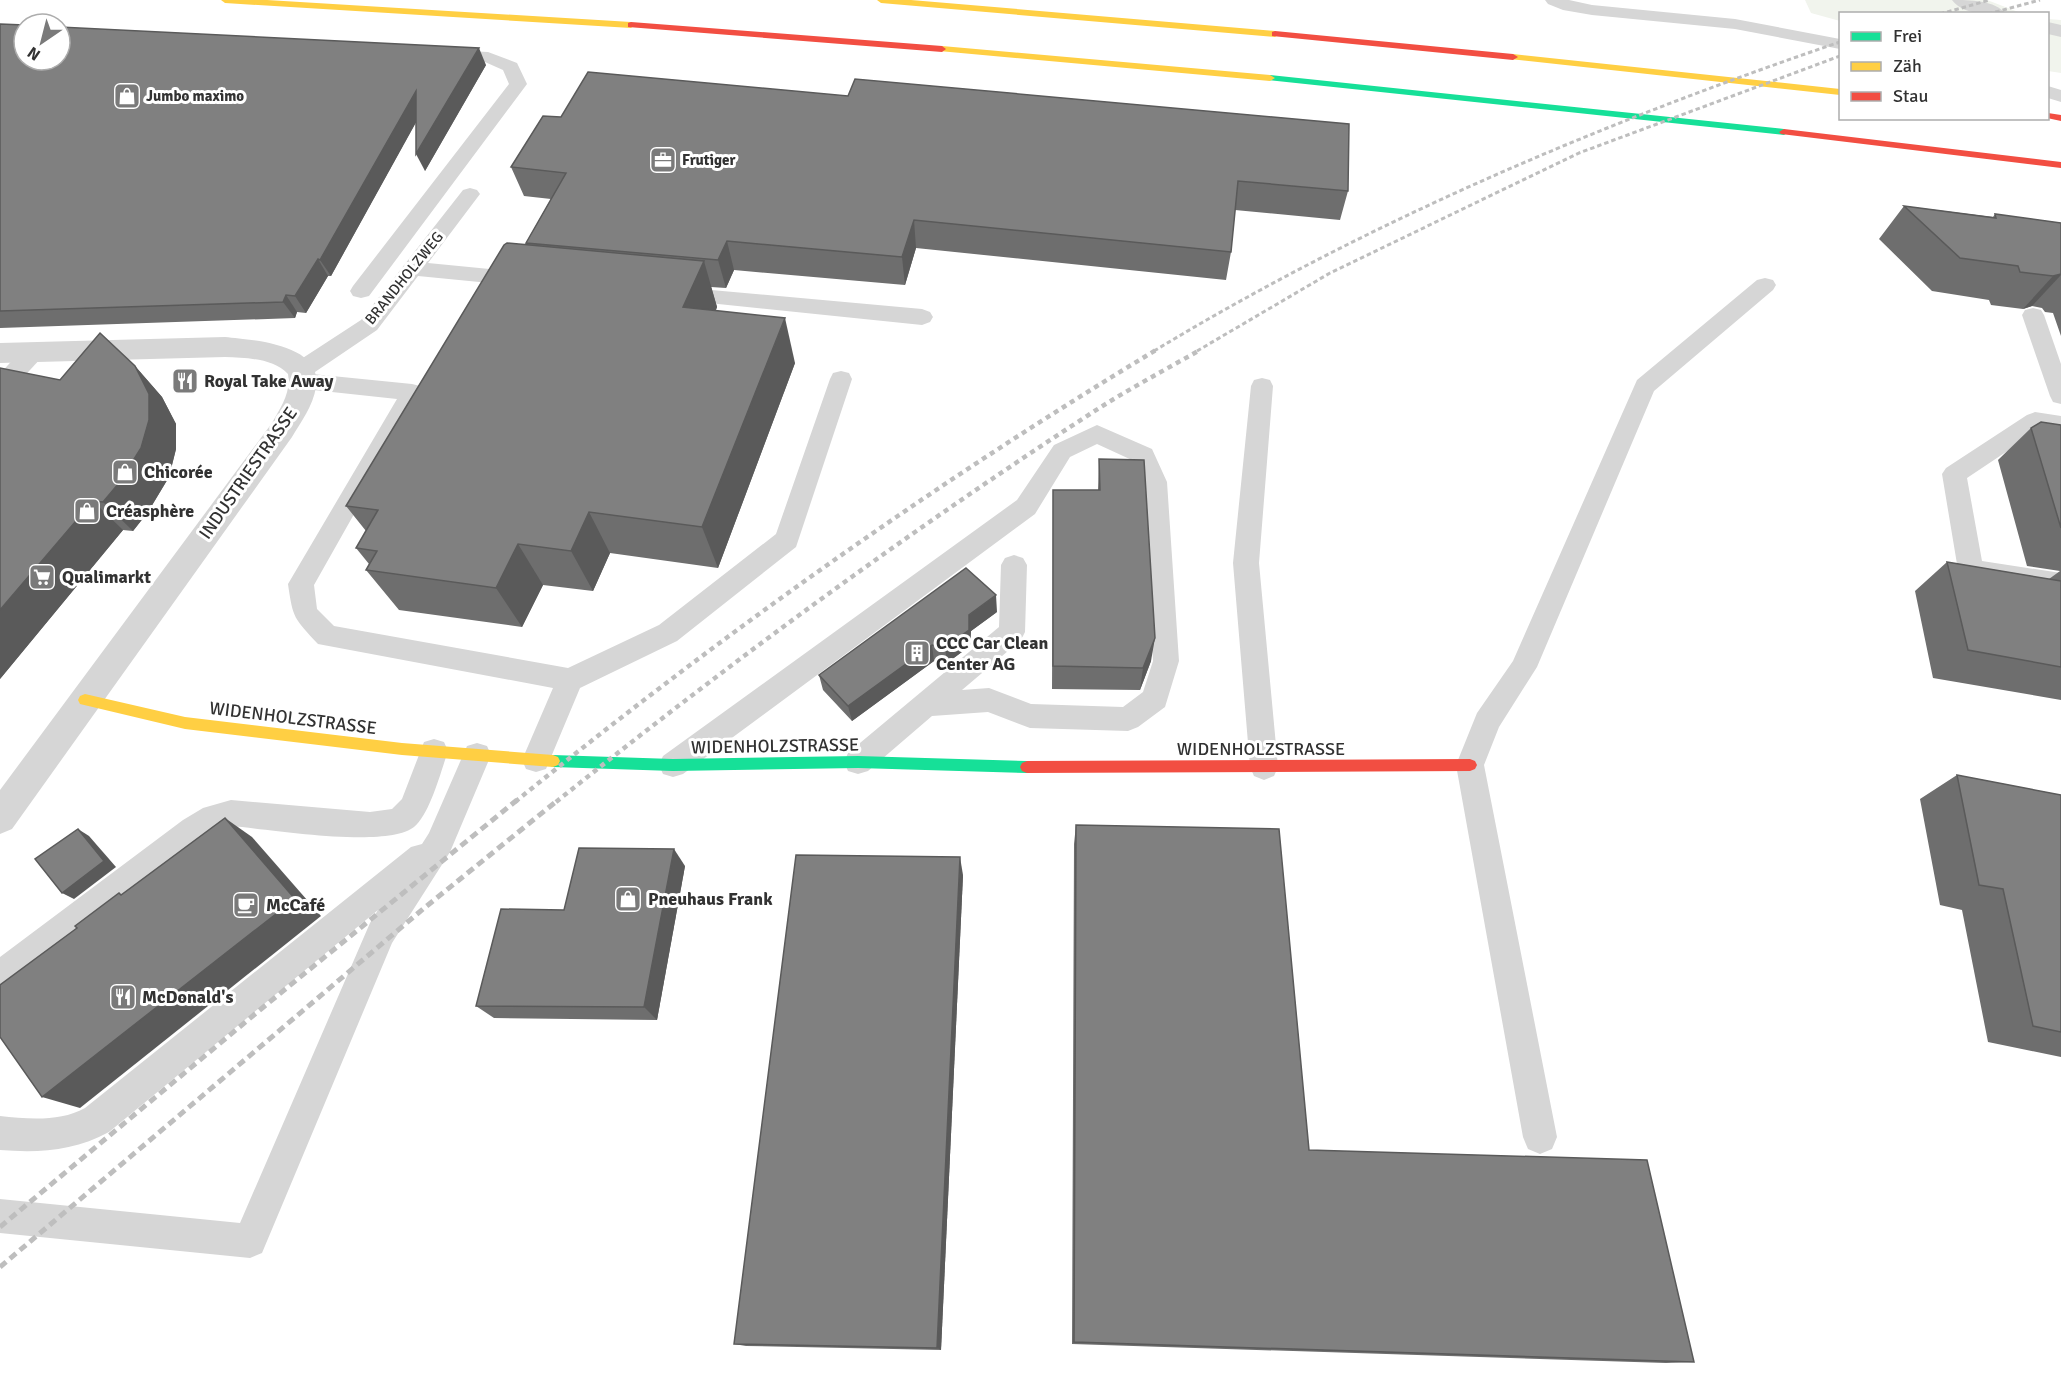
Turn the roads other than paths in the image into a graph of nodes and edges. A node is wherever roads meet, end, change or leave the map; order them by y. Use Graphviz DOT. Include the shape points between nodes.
graph roads {
  1 [pos="225,0"];
  2 [pos="881,0"];
  3 [pos="1554,0"];
  4 [pos="1963,0"];
  5 [pos="1991,12"];
  6 [pos="1839,44"];
  7 [pos="428,54"];
  8 [pos="1839,92"];
  9 [pos="2061,165"];
  10 [pos="470,194"];
  11 [pos="413,269"];
  12 [pos="543,281"];
  13 [pos="1765,285"];
  14 [pos="361,291"];
  15 [pos="662,292"];
  16 [pos="2033,315"];
  17 [pos="922,317"];
  18 [pos="33,352"];
  19 [pos="0,353"];
  20 [pos="302,376"];
  21 [pos="841,379"];
  22 [pos="1262,386"];
  23 [pos="0,388"];
  24 [pos="2061,396"];
  25 [pos="2061,425"];
  26 [pos="1014,565"];
  27 [pos="2061,583"];
  28 [pos="570,680"];
  29 [pos="85,700"];
  30 [pos="923,705"];
  31 [pos="434,752"];
  32 [pos="477,755"];
  33 [pos="536,760"];
  34 [pos="858,762"];
  35 [pos="673,765"];
  36 [pos="1470,765"];
  37 [pos="1264,767"];
  38 [pos="249,816"];
  39 [pos="0,818"];
  40 [pos="440,842"];
  41 [pos="0,976"];
  42 [pos="0,1002"];
  43 [pos="0,1133"];
  44 [pos="1540,1137"];
  45 [pos="0,1216"];
  1 -- 9 [label="main road" via="682,28 1199,70 1591,110"];
  2 -- 8 [label="main road" via="1356,41"];
  3 -- 6 [label="lane" via="1592,10 1736,24"];
  4 -- 5 [label="street"];
  7 -- 14 [label="lane" via="488,57 511,67 518,84"];
  10 -- 11 [label="lane, BRANDHOLZWEG"];
  11 -- 12 [label="lane"];
  11 -- 20 [label="lane, BRANDHOLZWEG" via="369,325"];
  13 -- 36 [label="lane" via="1645,386 1524,667 1487,721"];
  15 -- 17 [label="lane"];
  16 -- 24 [label="lane"];
  18 -- 19 [label="street"];
  18 -- 20 [label="street" via="225,347 262,350 282,356"];
  18 -- 23 [label="lane"];
  20 -- 28 [label="lane" via="412,392 301,584 305,613 327,636"];
  20 -- 29 [label="street, INDUSTRIESTRASSE" via="297,404 282,430"];
  21 -- 28 [label="lane" via="787,540 668,633"];
  22 -- 37 [label="lane" via="1246,563"];
  25 -- 27 [label="lane" via="2034,421 1954,474 1971,570"];
  26 -- 30 [label="lane" via="1012,632"];
  28 -- 33 [label="lane"];
  29 -- 31 [label="main road, WIDENHOLZSTRASSE" via="185,723"];
  29 -- 39 [label="street, INDUSTRIESTRASSE"];
  30 -- 34 [label="lane"];
  30 -- 35 [label="lane" via="989,700 1030,716 1128,719 1155,699 1166,661 1155,482 1144,454 1097,435 1062,451 1026,507"];
  31 -- 32 [label="main road, WIDENHOLZSTRASSE"];
  31 -- 38 [label="lane" via="413,806 396,822 370,825"];
  32 -- 33 [label="main road, WIDENHOLZSTRASSE"];
  32 -- 40 [label="lane"];
  33 -- 35 [label="main road, WIDENHOLZSTRASSE"];
  34 -- 35 [label="main road, WIDENHOLZSTRASSE"];
  34 -- 37 [label="main road, WIDENHOLZSTRASSE" via="1010,767"];
  36 -- 37 [label="main road, WIDENHOLZSTRASSE"];
  36 -- 44 [label="lane"];
  38 -- 41 [label="lane" via="223,814 193,829"];
  38 -- 42 [label="lane"];
  40 -- 43 [label="lane" via="87,1127 60,1134"];
  40 -- 45 [label="lane" via="381,933 250,1241"];
}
════════════════════
Without including any picture, copy the listing above exactly and in full.

Turn the roads other than paths in the image into a graph of nodes and edges. A node is wherever roads meet, end, change or leave the map; order them by y. Use Graphviz DOT. Include the shape points between nodes.
graph roads {
  1 [pos="225,0"];
  2 [pos="881,0"];
  3 [pos="1554,0"];
  4 [pos="1963,0"];
  5 [pos="1991,12"];
  6 [pos="1839,44"];
  7 [pos="428,54"];
  8 [pos="1839,92"];
  9 [pos="2061,165"];
  10 [pos="470,194"];
  11 [pos="413,269"];
  12 [pos="543,281"];
  13 [pos="1765,285"];
  14 [pos="361,291"];
  15 [pos="662,292"];
  16 [pos="2033,315"];
  17 [pos="922,317"];
  18 [pos="33,352"];
  19 [pos="0,353"];
  20 [pos="302,376"];
  21 [pos="841,379"];
  22 [pos="1262,386"];
  23 [pos="0,388"];
  24 [pos="2061,396"];
  25 [pos="2061,425"];
  26 [pos="1014,565"];
  27 [pos="2061,583"];
  28 [pos="570,680"];
  29 [pos="85,700"];
  30 [pos="923,705"];
  31 [pos="434,752"];
  32 [pos="477,755"];
  33 [pos="536,760"];
  34 [pos="858,762"];
  35 [pos="673,765"];
  36 [pos="1470,765"];
  37 [pos="1264,767"];
  38 [pos="249,816"];
  39 [pos="0,818"];
  40 [pos="440,842"];
  41 [pos="0,976"];
  42 [pos="0,1002"];
  43 [pos="0,1133"];
  44 [pos="1540,1137"];
  45 [pos="0,1216"];
  1 -- 9 [label="main road" via="682,28 1199,70 1591,110"];
  2 -- 8 [label="main road" via="1356,41"];
  3 -- 6 [label="lane" via="1592,10 1736,24"];
  4 -- 5 [label="street"];
  7 -- 14 [label="lane" via="488,57 511,67 518,84"];
  10 -- 11 [label="lane, BRANDHOLZWEG"];
  11 -- 12 [label="lane"];
  11 -- 20 [label="lane, BRANDHOLZWEG" via="369,325"];
  13 -- 36 [label="lane" via="1645,386 1524,667 1487,721"];
  15 -- 17 [label="lane"];
  16 -- 24 [label="lane"];
  18 -- 19 [label="street"];
  18 -- 20 [label="street" via="225,347 262,350 282,356"];
  18 -- 23 [label="lane"];
  20 -- 28 [label="lane" via="412,392 301,584 305,613 327,636"];
  20 -- 29 [label="street, INDUSTRIESTRASSE" via="297,404 282,430"];
  21 -- 28 [label="lane" via="787,540 668,633"];
  22 -- 37 [label="lane" via="1246,563"];
  25 -- 27 [label="lane" via="2034,421 1954,474 1971,570"];
  26 -- 30 [label="lane" via="1012,632"];
  28 -- 33 [label="lane"];
  29 -- 31 [label="main road, WIDENHOLZSTRASSE" via="185,723"];
  29 -- 39 [label="street, INDUSTRIESTRASSE"];
  30 -- 34 [label="lane"];
  30 -- 35 [label="lane" via="989,700 1030,716 1128,719 1155,699 1166,661 1155,482 1144,454 1097,435 1062,451 1026,507"];
  31 -- 32 [label="main road, WIDENHOLZSTRASSE"];
  31 -- 38 [label="lane" via="413,806 396,822 370,825"];
  32 -- 33 [label="main road, WIDENHOLZSTRASSE"];
  32 -- 40 [label="lane"];
  33 -- 35 [label="main road, WIDENHOLZSTRASSE"];
  34 -- 35 [label="main road, WIDENHOLZSTRASSE"];
  34 -- 37 [label="main road, WIDENHOLZSTRASSE" via="1010,767"];
  36 -- 37 [label="main road, WIDENHOLZSTRASSE"];
  36 -- 44 [label="lane"];
  38 -- 41 [label="lane" via="223,814 193,829"];
  38 -- 42 [label="lane"];
  40 -- 43 [label="lane" via="87,1127 60,1134"];
  40 -- 45 [label="lane" via="381,933 250,1241"];
}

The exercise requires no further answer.